EXERCISE AIM: Repeat the whole listing below with nothing added or dropped.

DATA TO EXAMINE:
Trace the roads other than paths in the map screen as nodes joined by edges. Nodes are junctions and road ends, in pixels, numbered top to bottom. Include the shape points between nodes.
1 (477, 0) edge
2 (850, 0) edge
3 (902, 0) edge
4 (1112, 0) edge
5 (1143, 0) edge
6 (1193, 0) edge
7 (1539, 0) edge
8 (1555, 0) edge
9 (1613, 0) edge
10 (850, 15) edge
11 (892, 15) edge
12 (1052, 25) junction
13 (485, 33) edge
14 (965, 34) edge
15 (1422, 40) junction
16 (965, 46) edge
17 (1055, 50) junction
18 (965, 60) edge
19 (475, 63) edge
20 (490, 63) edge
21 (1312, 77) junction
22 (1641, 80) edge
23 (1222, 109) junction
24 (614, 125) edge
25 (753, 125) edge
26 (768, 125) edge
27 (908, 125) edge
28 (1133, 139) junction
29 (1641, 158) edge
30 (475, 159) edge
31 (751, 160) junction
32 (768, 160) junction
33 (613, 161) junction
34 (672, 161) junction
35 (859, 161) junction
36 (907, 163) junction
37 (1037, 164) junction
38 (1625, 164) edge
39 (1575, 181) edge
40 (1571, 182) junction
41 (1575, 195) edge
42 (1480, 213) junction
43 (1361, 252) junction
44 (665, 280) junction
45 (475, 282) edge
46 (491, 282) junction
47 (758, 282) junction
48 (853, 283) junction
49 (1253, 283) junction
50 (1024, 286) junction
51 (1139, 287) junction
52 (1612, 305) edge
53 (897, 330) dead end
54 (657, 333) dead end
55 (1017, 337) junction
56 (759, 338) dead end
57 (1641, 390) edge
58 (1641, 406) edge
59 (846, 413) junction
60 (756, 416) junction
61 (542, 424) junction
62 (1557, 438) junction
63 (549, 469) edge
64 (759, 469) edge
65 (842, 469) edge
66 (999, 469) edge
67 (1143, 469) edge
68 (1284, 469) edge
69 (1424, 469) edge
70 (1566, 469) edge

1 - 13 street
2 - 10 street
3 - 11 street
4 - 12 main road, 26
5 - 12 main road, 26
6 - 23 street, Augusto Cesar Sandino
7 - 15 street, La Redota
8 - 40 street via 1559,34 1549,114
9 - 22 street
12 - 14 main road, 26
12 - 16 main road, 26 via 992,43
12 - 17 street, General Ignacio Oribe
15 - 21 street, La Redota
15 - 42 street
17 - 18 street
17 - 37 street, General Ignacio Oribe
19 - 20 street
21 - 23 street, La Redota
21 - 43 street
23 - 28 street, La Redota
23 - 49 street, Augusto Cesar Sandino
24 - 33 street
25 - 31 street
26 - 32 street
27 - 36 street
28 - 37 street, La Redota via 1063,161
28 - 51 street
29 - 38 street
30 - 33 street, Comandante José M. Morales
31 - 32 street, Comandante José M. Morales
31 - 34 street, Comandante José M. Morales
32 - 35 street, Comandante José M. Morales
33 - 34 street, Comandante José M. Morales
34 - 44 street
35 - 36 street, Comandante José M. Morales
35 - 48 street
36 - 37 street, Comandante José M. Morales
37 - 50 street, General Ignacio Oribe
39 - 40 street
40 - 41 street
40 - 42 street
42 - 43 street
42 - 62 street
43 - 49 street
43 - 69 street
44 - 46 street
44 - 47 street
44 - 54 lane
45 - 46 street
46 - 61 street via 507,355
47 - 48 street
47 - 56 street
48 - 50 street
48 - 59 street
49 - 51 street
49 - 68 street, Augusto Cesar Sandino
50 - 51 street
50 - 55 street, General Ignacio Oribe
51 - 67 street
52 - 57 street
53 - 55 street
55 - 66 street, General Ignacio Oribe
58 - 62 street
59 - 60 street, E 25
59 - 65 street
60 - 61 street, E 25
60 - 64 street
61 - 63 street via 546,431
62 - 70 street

WRITTEN ANSWER:
Trace the roads other than paths in the map screen as nodes joined by edges. Nodes are junctions and road ends, in pixels, numbered top to bottom. Include the shape points between nodes.
1 (477, 0) edge
2 (850, 0) edge
3 (902, 0) edge
4 (1112, 0) edge
5 (1143, 0) edge
6 (1193, 0) edge
7 (1539, 0) edge
8 (1555, 0) edge
9 (1613, 0) edge
10 (850, 15) edge
11 (892, 15) edge
12 (1052, 25) junction
13 (485, 33) edge
14 (965, 34) edge
15 (1422, 40) junction
16 (965, 46) edge
17 (1055, 50) junction
18 (965, 60) edge
19 (475, 63) edge
20 (490, 63) edge
21 (1312, 77) junction
22 (1641, 80) edge
23 (1222, 109) junction
24 (614, 125) edge
25 (753, 125) edge
26 (768, 125) edge
27 (908, 125) edge
28 (1133, 139) junction
29 (1641, 158) edge
30 (475, 159) edge
31 (751, 160) junction
32 (768, 160) junction
33 (613, 161) junction
34 (672, 161) junction
35 (859, 161) junction
36 (907, 163) junction
37 (1037, 164) junction
38 (1625, 164) edge
39 (1575, 181) edge
40 (1571, 182) junction
41 (1575, 195) edge
42 (1480, 213) junction
43 (1361, 252) junction
44 (665, 280) junction
45 (475, 282) edge
46 (491, 282) junction
47 (758, 282) junction
48 (853, 283) junction
49 (1253, 283) junction
50 (1024, 286) junction
51 (1139, 287) junction
52 (1612, 305) edge
53 (897, 330) dead end
54 (657, 333) dead end
55 (1017, 337) junction
56 (759, 338) dead end
57 (1641, 390) edge
58 (1641, 406) edge
59 (846, 413) junction
60 (756, 416) junction
61 (542, 424) junction
62 (1557, 438) junction
63 (549, 469) edge
64 (759, 469) edge
65 (842, 469) edge
66 (999, 469) edge
67 (1143, 469) edge
68 (1284, 469) edge
69 (1424, 469) edge
70 (1566, 469) edge

1 - 13 street
2 - 10 street
3 - 11 street
4 - 12 main road, 26
5 - 12 main road, 26
6 - 23 street, Augusto Cesar Sandino
7 - 15 street, La Redota
8 - 40 street via 1559,34 1549,114
9 - 22 street
12 - 14 main road, 26
12 - 16 main road, 26 via 992,43
12 - 17 street, General Ignacio Oribe
15 - 21 street, La Redota
15 - 42 street
17 - 18 street
17 - 37 street, General Ignacio Oribe
19 - 20 street
21 - 23 street, La Redota
21 - 43 street
23 - 28 street, La Redota
23 - 49 street, Augusto Cesar Sandino
24 - 33 street
25 - 31 street
26 - 32 street
27 - 36 street
28 - 37 street, La Redota via 1063,161
28 - 51 street
29 - 38 street
30 - 33 street, Comandante José M. Morales
31 - 32 street, Comandante José M. Morales
31 - 34 street, Comandante José M. Morales
32 - 35 street, Comandante José M. Morales
33 - 34 street, Comandante José M. Morales
34 - 44 street
35 - 36 street, Comandante José M. Morales
35 - 48 street
36 - 37 street, Comandante José M. Morales
37 - 50 street, General Ignacio Oribe
39 - 40 street
40 - 41 street
40 - 42 street
42 - 43 street
42 - 62 street
43 - 49 street
43 - 69 street
44 - 46 street
44 - 47 street
44 - 54 lane
45 - 46 street
46 - 61 street via 507,355
47 - 48 street
47 - 56 street
48 - 50 street
48 - 59 street
49 - 51 street
49 - 68 street, Augusto Cesar Sandino
50 - 51 street
50 - 55 street, General Ignacio Oribe
51 - 67 street
52 - 57 street
53 - 55 street
55 - 66 street, General Ignacio Oribe
58 - 62 street
59 - 60 street, E 25
59 - 65 street
60 - 61 street, E 25
60 - 64 street
61 - 63 street via 546,431
62 - 70 street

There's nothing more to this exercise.